Si yo fuera hondureño…
Es muy probable que, si yo fuera hondureño, mis inquietudes y temores sobre los acontecimientos de la vida política de mi país habrían surgido mucho antes del destape de esta crisis. Me habría preocupado el hecho de que al presidente Manuel Zelaya le pareciera factible y además deseable abrir un debate público sobre la posibilidad de su reelección. Sin necesidad de formar parte del círculo de los que tienen acceso a conocer tanto las intenciones, como también los objetivos que animan este tipo de planteamientos, me habría preguntado hasta qué punto pudiera haber influencias de políticos, de asesores o de gobiernos de otros países latinoamericanos. De esos donde sus constituciones han sido reformadas para propiciar la posibilidad de que sus presidentes fueran reelectos.

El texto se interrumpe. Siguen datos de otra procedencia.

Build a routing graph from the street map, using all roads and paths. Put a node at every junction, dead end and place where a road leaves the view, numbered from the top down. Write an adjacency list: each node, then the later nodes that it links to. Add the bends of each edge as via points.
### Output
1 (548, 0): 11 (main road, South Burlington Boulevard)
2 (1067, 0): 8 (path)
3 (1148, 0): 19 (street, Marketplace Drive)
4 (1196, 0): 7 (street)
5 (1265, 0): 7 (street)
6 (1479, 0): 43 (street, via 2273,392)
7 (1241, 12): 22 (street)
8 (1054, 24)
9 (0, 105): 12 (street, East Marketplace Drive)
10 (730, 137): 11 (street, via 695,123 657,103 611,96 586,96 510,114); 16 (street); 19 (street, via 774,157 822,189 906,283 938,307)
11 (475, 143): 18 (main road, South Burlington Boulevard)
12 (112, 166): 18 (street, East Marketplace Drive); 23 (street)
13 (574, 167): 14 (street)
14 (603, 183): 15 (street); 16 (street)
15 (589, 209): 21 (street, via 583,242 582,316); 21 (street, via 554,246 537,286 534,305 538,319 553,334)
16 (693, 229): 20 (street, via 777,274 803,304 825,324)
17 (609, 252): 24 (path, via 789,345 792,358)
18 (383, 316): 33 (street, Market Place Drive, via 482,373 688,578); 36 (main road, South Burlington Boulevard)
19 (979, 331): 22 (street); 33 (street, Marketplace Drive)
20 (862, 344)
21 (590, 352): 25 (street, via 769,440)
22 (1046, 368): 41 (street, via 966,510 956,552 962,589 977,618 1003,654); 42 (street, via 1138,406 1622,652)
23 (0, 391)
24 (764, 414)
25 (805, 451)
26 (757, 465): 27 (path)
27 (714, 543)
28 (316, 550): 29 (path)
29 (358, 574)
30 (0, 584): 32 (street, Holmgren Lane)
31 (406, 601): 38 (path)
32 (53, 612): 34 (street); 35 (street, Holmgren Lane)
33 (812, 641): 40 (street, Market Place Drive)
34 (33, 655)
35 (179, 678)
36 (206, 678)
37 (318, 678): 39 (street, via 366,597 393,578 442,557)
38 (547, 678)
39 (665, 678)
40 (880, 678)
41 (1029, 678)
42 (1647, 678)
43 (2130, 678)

Por un lado, tendría bastante claro que la Constitución de mi país y que uno de los artículos del “credo político” que se enseña a los estudiantes en los colegios y a los futuros profesionales en las facultades de derecho o de ciencias políticas, reflejan la visión de que la reelección presidencial suele ser fuente de abusos de poder, cuando no de fraudes electorales. Por otra parte, bastaría con leer los diarios nacionales para entender que la cuestión de la reelección presidencial dividía, profundamente, a los partidos políticos, a los líderes sociales y a sus seguidores entre los que, claramente, estaban a favor y los que, decididamente, estaban en contra.
Si yo fuera hondureño habría temido, desde que la cuestión fue puesta en el tapete por el propio Jefe del Estado, que ciertos sectores lo interpretarían como una muestra más de su clara determinación de alinearse con gobiernos como el del presidente Hugo Chávez o el del presidente Rafael Correa. Y sabría que todo eso polarizaría, todavía más, los ya crispados ánimos de los políticos y líderes sociales y económicos criollos.
Al pronunciarse las resoluciones del Tribunal Supremo de Elecciones y de la Corte Suprema de Justicia, cada una en su momento, declarando la inviabilidad constitucional de la consulta popular contemplada por el presidente Zelaya, habría tenido claro que mi país estaba al borde de una crisis grave y compleja. Una crisis que difícilmente iba a poder bajar de intensidad, sobre todo, después de las manifestaciones públicas del propio mandatario expresando, sin el más elemental recato, que ignoraría el tenor de dichas resoluciones.
Ante los pronunciamientos de las más altas autoridades encargadas de velar por la legalidad y la administración de justicia en mi país, en cuanto a que el presidente Zelaya habría con sus actos incurrido en varios delitos graves, mi comprensión de que el sistema político de mi país había llegado al límite de su resistencia sería clara y distinta. No me cabría duda de que ese punto, después del cual ya no hay vuelta atrás, ya se había rebasado.
Si yo fuera hondureño difícilmente hubiera encontrado la decisión del Congreso, de remover de su cargo al Presidente, como excesiva o injustificada. Su aprehensión y expulsión antijurídicas del territorio nacional, me habrían parecido un error tan lamentable como ha sido costoso. Pero nunca me hubiera esperado, si fuera hondureño, que tantas personas, periodistas, gobiernos extranjeros, organismos regionales o internacionales, hubieran juzgado esa larga y compleja cadena de acontecimientos… como si solamente se hubiera suscitado el último de ellos. Si yo fuera hondureño, esa parcialidad tan notoria me llenaría de indignación.